Vuvuzela: To be or not to bee

You either love them or you hate them and the vuvuzela is stirring up some impassioned debate on Facebook, YouTube and other sites online.
The one-metre long plastic trumpet is as essential an item to South African fans as getting decked out in the national colours or painting one’s face and they have been out in force in the opening days of the tournament.

Eighty thousand of them being blown at full volume sounds like a swarm of angry bees buzzing in your ear, or, as one newspaper put it, an elephant in distress.
It is a tuneless din that takes getting used to, and they are not just being blown at stadiums, but in hotel lobbies, in shopping malls, and on the streets.
“It’s our way to motivate players, to express happiness and how do you feel in the stadium,” said 23-year-old Sazi Mhlwatika as he shopped in Johannesburg.
“We are used to them and you can’t enjoy the game without vuvuzelas. If there’s no vuvuzelas, there is no game. It’s just a traditional thing in South Africa. Abroad, they sing from the first minute to the end, here we blow vuvuzelas from the beginning to the end,” said Mhlwatika.

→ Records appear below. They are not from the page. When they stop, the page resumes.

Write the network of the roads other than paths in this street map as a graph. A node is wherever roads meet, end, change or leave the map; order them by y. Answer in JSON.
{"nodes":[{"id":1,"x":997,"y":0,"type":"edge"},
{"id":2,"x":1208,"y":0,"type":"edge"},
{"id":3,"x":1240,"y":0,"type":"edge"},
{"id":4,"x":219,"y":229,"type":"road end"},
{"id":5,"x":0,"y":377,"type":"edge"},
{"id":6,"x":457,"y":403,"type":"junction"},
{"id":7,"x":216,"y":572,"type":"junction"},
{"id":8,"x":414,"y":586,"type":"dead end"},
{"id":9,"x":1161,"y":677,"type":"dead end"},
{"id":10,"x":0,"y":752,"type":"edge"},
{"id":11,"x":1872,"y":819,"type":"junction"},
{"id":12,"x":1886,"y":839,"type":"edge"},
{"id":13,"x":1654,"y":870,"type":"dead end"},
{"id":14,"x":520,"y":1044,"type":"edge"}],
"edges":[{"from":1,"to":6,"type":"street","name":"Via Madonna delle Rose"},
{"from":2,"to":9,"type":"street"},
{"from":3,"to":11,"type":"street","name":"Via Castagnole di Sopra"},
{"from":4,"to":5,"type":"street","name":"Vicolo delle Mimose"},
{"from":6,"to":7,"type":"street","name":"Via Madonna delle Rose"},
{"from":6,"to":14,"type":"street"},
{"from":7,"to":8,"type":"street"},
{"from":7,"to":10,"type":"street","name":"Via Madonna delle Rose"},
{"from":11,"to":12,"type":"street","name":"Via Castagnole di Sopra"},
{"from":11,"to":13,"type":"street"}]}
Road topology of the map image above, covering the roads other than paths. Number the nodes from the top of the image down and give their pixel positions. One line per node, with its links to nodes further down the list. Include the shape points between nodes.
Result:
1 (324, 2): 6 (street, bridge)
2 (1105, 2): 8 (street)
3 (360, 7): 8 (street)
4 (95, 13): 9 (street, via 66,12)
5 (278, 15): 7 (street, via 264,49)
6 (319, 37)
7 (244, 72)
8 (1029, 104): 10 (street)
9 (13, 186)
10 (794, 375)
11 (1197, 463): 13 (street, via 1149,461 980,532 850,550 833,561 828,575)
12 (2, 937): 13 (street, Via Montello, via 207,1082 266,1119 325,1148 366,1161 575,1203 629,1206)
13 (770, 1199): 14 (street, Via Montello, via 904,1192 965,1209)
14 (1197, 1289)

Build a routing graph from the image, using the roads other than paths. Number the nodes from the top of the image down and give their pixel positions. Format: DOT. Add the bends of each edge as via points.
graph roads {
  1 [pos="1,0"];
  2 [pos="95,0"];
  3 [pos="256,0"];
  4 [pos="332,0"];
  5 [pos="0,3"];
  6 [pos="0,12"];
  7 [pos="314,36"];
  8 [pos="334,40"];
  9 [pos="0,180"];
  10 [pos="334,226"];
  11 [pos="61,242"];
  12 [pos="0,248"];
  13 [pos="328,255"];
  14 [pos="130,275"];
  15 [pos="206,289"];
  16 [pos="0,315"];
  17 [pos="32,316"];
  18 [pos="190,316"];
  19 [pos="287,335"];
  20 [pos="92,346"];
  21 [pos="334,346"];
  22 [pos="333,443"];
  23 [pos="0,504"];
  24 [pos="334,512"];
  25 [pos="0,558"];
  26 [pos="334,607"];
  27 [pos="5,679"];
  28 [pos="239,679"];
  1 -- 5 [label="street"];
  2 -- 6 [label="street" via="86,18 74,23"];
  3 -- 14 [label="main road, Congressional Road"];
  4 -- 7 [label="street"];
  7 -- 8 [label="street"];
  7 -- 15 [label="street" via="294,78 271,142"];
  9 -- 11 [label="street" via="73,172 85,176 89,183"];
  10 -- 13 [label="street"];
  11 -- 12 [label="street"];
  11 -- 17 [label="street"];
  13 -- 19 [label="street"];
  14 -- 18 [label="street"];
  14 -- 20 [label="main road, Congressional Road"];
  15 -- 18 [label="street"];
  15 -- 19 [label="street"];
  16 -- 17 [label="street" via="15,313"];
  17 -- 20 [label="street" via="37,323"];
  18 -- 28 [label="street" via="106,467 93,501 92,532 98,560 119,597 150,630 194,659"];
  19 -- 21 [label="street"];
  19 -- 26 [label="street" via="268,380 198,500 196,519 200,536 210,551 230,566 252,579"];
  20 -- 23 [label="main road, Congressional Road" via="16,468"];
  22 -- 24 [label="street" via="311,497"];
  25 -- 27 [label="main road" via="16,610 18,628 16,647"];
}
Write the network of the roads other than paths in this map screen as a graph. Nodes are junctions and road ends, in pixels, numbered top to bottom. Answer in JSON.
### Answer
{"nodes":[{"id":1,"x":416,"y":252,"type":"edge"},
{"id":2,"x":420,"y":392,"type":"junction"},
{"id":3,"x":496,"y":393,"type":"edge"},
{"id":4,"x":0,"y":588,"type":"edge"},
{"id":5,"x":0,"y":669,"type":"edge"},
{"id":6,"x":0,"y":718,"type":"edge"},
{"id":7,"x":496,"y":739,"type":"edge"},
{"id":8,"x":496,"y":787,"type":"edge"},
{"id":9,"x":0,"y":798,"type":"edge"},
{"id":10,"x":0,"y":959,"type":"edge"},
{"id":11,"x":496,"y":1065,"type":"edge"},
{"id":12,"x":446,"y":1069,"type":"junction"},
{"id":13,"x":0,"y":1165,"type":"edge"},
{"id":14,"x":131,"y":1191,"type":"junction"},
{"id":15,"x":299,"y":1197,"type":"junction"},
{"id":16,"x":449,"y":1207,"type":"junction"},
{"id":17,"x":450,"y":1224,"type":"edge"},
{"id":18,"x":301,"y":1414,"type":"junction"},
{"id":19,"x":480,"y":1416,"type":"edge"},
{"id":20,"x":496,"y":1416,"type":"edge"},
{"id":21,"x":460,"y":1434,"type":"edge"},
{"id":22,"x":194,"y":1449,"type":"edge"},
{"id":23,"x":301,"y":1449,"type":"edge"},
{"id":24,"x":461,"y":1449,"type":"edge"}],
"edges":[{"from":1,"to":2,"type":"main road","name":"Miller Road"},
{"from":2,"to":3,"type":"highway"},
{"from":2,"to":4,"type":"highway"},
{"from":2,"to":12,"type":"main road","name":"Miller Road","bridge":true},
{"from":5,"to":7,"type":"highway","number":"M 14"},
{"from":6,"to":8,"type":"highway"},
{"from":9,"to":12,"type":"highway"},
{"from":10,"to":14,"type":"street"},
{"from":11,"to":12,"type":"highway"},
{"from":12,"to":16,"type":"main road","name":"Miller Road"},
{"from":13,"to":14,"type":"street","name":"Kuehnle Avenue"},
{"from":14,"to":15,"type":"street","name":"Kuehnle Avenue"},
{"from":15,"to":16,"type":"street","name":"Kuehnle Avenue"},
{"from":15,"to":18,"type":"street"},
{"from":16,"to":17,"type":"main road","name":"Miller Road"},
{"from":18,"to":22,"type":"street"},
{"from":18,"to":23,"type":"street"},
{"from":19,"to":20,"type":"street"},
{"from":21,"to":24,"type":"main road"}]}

But not everyone is embracing them with shops in Cape Town running out of the vuvu-stopper” earplugs.
“I could have sold 300 pairs of earplugs yesterday if I’d had the stock, and the same today, but I’ve only got 200 pairs and that’s just about finished,” one local shopkeeper said.
World Cup organisers are aware of complaints about the incessant tooting and are evaluating the situation on a day-to-day basis.
Asked whether a ban was possible, chief organiser Danny Jordaan said: “If there are grounds to do so, yes.”
“We’ve tried to get some order. We did ask them no vuvuzela during national anthems, no vuvuzelas when anyone is making an announcement or talking,” Jordaan added.